Tout ça, nous l'avons appris dans le grand Montréal où nous étions allés acheter les premières choses essentielles pour ouvrir notre commerce. Même l'achat d'un véhicule pour les besoins de livraison était une chose à débattre ; ils étaient rares sur le marché. Nous étions allés en autobus puisque même les taxis du temps étaient rationnés dans la distance ; ils ne pouvaient se déplacer dans une circonscription de plus de quinze milles à moins de raison grave. J'ai connu des « chauffeurs » dont les pères, mères, frères, sœurs… étaient souvent mourants en ville…

C'est aussi à partir de cette guerre de 1945 que les commerces devaient avoir leur raison sociale écrite en toutes lettres sur leur véhicule de livraison. Nous avons fini par obtenir un camion… de seconde main : un Chevrolet que nous avons payé 450,00 $, mais qui valait à peine la moitié de ce prix. Peu de temps après notre installation, nous avons été obligés de déménager ; on avait besoin de la cabane ou du terrain pour je ne sais plus trop quoi et nous en avons pris une autre semblable non loin, voisin de l'hôtel Union.

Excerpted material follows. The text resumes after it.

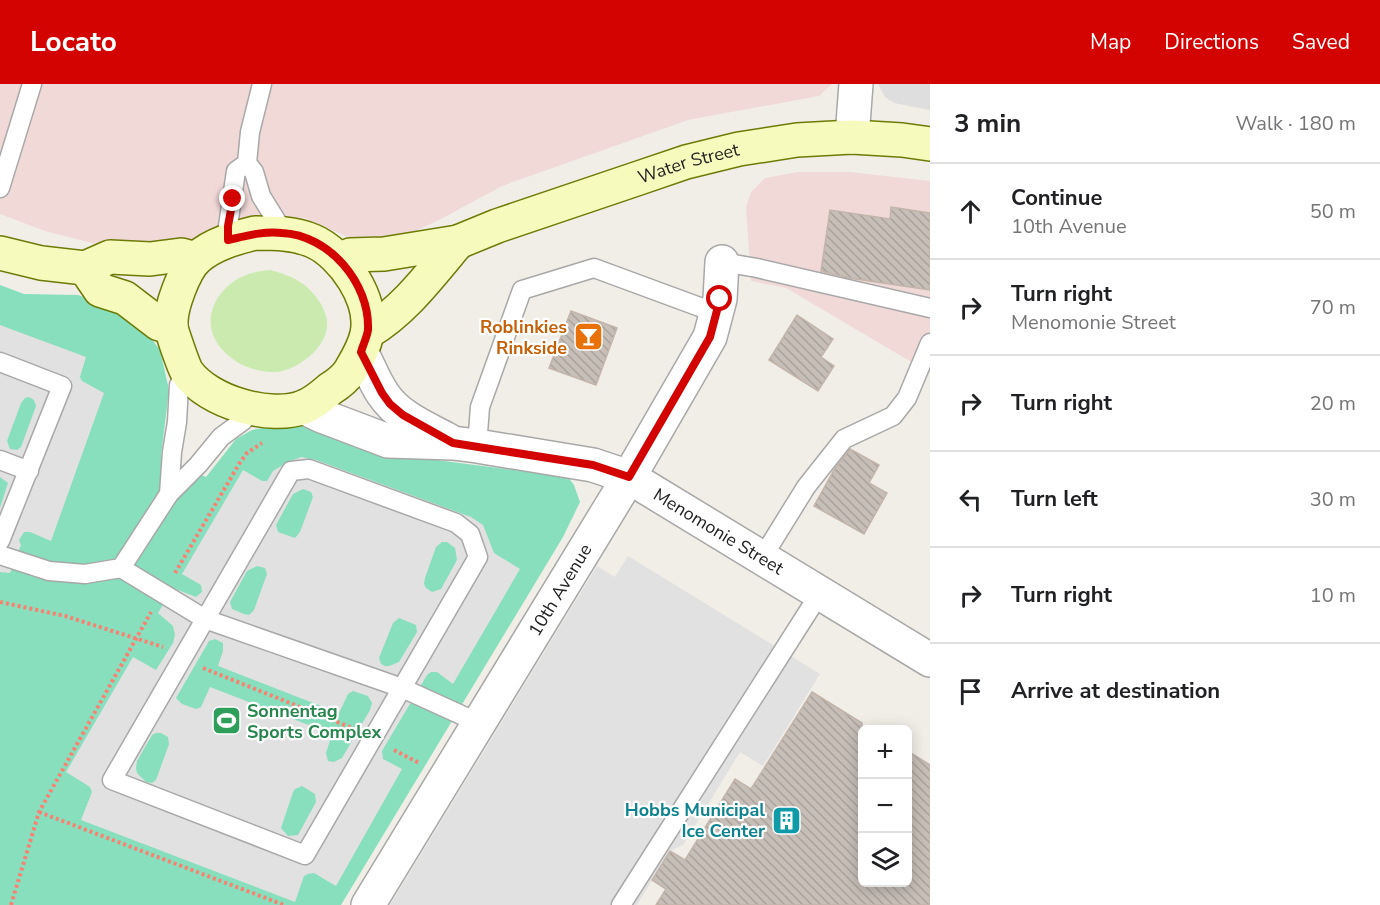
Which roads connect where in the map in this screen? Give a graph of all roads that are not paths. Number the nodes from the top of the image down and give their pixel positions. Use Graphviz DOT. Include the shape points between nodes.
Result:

C'était un ancien restaurant fait de « logs » avec façade en bois plané… de la planche, quoi! Il appartenait ou avait appartenu à un Grec du nom de Tatlebum.

En 1950, j'ai acheté la part de Jean-Marc, devenu copropriétaire de l'hôtel Union et je suis demeuré là encore quelque temps. L'ouvrage venait de tous bords, tous côtés, sans avoir à faire de d'annonces ou de la sollicitation auprès de mes connaissances. Ceux qui me connaissaient depuis le bar de l'hôtel Albert ou de l'atelier de Robert Marcoux (auparavant garagiste, taxi, commerçant, etc.) vinrent me donner du travail dès les premiers jours. Albert Coutu, mon ancien patron de l'hôtel, fut un de mes premiers clients.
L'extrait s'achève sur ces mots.